→ **Description of the task**
All of the data needs to be printed again, exactly as written.

→ **Data items**

----

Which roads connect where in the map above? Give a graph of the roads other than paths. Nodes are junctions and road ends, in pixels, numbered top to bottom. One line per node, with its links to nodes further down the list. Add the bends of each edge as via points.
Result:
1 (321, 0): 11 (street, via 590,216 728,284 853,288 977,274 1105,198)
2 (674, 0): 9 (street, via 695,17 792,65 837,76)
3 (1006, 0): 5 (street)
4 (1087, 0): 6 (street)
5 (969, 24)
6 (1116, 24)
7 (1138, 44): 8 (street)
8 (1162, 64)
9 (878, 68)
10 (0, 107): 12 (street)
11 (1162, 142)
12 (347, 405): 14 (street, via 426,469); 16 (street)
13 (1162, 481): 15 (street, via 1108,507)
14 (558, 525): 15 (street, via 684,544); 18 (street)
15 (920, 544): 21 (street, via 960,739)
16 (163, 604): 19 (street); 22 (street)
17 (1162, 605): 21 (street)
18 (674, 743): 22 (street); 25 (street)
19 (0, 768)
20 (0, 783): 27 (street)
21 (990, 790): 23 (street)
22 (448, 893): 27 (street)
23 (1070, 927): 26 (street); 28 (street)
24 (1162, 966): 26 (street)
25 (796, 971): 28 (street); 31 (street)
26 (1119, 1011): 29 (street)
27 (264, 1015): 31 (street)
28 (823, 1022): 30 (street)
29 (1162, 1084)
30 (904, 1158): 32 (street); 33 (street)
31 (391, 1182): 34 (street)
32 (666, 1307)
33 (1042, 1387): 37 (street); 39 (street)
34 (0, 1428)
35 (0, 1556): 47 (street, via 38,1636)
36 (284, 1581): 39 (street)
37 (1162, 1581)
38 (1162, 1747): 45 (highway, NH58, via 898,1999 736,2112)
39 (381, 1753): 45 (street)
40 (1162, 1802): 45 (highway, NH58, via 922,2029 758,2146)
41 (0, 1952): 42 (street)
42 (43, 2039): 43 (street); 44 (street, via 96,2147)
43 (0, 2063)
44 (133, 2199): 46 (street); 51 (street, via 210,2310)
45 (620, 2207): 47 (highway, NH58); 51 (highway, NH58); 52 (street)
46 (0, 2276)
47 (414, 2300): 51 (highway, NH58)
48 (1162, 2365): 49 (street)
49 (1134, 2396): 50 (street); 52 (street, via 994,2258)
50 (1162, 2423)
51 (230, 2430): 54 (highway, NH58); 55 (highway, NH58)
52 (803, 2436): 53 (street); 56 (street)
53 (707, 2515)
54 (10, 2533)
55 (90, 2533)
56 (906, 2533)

----

→ **Finished task**
Which roads connect where in the map above? Give a graph of the roads other than paths. Nodes are junctions and road ends, in pixels, numbered top to bottom. One line per node, with its links to nodes further down the list. Add the bends of each edge as via points.
Result:
1 (321, 0): 11 (street, via 590,216 728,284 853,288 977,274 1105,198)
2 (674, 0): 9 (street, via 695,17 792,65 837,76)
3 (1006, 0): 5 (street)
4 (1087, 0): 6 (street)
5 (969, 24)
6 (1116, 24)
7 (1138, 44): 8 (street)
8 (1162, 64)
9 (878, 68)
10 (0, 107): 12 (street)
11 (1162, 142)
12 (347, 405): 14 (street, via 426,469); 16 (street)
13 (1162, 481): 15 (street, via 1108,507)
14 (558, 525): 15 (street, via 684,544); 18 (street)
15 (920, 544): 21 (street, via 960,739)
16 (163, 604): 19 (street); 22 (street)
17 (1162, 605): 21 (street)
18 (674, 743): 22 (street); 25 (street)
19 (0, 768)
20 (0, 783): 27 (street)
21 (990, 790): 23 (street)
22 (448, 893): 27 (street)
23 (1070, 927): 26 (street); 28 (street)
24 (1162, 966): 26 (street)
25 (796, 971): 28 (street); 31 (street)
26 (1119, 1011): 29 (street)
27 (264, 1015): 31 (street)
28 (823, 1022): 30 (street)
29 (1162, 1084)
30 (904, 1158): 32 (street); 33 (street)
31 (391, 1182): 34 (street)
32 (666, 1307)
33 (1042, 1387): 37 (street); 39 (street)
34 (0, 1428)
35 (0, 1556): 47 (street, via 38,1636)
36 (284, 1581): 39 (street)
37 (1162, 1581)
38 (1162, 1747): 45 (highway, NH58, via 898,1999 736,2112)
39 (381, 1753): 45 (street)
40 (1162, 1802): 45 (highway, NH58, via 922,2029 758,2146)
41 (0, 1952): 42 (street)
42 (43, 2039): 43 (street); 44 (street, via 96,2147)
43 (0, 2063)
44 (133, 2199): 46 (street); 51 (street, via 210,2310)
45 (620, 2207): 47 (highway, NH58); 51 (highway, NH58); 52 (street)
46 (0, 2276)
47 (414, 2300): 51 (highway, NH58)
48 (1162, 2365): 49 (street)
49 (1134, 2396): 50 (street); 52 (street, via 994,2258)
50 (1162, 2423)
51 (230, 2430): 54 (highway, NH58); 55 (highway, NH58)
52 (803, 2436): 53 (street); 56 (street)
53 (707, 2515)
54 (10, 2533)
55 (90, 2533)
56 (906, 2533)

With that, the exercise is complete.